Problem requirements:
Take the entries that follow and return exactly the lines from the one holding "cairo_font_options_t *options = cairo_font_options_create();" through the one holding "cairo_set_miter_limit(c, 4);", both included. Nothing else is needed.

Supplied data:
%%

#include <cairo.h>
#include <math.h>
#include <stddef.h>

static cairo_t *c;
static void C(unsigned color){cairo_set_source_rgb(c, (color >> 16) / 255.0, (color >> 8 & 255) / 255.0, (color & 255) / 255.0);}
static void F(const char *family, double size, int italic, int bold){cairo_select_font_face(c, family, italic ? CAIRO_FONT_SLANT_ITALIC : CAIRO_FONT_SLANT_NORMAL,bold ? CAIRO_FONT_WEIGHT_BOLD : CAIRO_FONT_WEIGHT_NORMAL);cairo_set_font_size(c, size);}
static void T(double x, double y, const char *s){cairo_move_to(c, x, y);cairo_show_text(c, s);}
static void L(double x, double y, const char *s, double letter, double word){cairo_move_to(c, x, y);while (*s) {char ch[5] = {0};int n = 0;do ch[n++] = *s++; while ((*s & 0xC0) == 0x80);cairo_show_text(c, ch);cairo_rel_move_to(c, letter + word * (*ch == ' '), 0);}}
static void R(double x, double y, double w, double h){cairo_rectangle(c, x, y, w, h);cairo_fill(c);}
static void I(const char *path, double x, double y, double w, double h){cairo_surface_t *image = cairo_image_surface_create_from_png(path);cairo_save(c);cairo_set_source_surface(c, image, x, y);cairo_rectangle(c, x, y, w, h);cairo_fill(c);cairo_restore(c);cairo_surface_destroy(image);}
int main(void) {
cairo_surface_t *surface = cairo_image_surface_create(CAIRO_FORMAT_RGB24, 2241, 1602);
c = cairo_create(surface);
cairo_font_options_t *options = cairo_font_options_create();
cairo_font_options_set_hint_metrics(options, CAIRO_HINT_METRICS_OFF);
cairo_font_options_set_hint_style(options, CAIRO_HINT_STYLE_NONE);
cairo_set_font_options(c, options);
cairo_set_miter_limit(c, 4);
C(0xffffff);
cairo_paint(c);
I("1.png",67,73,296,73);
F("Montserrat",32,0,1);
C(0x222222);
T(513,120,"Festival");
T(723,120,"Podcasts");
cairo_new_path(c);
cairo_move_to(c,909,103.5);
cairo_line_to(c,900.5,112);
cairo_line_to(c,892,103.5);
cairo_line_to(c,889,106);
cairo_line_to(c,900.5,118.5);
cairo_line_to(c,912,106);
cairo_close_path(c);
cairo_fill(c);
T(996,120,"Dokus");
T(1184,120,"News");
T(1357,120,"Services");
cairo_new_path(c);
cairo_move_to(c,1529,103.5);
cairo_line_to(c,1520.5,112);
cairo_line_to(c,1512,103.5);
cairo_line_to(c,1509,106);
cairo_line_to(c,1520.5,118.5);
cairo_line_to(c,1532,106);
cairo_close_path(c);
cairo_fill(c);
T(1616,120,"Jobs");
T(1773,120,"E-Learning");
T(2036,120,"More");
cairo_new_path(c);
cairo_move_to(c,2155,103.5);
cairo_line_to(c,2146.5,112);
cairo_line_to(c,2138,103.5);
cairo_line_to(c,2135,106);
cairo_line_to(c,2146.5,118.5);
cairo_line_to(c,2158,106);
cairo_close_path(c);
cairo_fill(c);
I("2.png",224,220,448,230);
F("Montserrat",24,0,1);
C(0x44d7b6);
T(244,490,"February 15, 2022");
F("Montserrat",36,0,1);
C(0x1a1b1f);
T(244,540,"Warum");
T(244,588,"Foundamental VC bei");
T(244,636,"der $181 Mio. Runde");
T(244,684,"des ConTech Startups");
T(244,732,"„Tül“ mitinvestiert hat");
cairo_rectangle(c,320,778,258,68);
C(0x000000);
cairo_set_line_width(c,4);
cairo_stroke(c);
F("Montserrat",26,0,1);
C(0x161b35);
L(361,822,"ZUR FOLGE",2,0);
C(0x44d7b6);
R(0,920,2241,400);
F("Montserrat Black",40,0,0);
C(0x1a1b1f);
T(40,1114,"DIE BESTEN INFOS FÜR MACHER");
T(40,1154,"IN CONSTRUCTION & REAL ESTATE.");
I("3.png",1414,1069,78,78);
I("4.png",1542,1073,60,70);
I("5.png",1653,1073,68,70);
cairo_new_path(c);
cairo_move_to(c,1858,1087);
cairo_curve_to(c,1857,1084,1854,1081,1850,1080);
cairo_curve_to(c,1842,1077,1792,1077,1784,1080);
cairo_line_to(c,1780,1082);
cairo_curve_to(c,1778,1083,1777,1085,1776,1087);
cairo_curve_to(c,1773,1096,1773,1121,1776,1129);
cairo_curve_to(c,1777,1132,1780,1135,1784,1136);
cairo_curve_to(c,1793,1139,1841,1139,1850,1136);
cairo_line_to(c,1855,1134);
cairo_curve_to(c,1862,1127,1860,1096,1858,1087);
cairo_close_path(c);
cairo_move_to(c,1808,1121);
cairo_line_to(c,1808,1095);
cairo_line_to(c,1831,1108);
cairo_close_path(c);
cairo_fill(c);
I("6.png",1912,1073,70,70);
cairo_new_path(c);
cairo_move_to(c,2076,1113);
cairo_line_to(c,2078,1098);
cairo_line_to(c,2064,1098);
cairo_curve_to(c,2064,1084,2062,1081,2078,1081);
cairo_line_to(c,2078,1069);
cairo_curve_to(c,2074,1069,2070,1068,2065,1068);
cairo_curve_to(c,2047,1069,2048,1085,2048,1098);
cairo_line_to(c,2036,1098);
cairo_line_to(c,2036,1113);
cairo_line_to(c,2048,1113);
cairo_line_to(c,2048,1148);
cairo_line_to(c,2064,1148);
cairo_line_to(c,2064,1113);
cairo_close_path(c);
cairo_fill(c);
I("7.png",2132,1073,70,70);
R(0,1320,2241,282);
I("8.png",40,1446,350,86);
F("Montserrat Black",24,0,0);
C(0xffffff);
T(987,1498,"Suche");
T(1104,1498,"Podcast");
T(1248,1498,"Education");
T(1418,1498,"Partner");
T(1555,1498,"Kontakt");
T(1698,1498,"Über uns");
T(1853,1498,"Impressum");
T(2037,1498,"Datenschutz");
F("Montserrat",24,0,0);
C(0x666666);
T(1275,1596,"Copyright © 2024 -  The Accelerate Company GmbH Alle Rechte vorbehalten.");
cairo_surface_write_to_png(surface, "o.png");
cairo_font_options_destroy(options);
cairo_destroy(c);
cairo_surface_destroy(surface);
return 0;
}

%%

Output below:
cairo_font_options_t *options = cairo_font_options_create();
cairo_font_options_set_hint_metrics(options, CAIRO_HINT_METRICS_OFF);
cairo_font_options_set_hint_style(options, CAIRO_HINT_STYLE_NONE);
cairo_set_font_options(c, options);
cairo_set_miter_limit(c, 4);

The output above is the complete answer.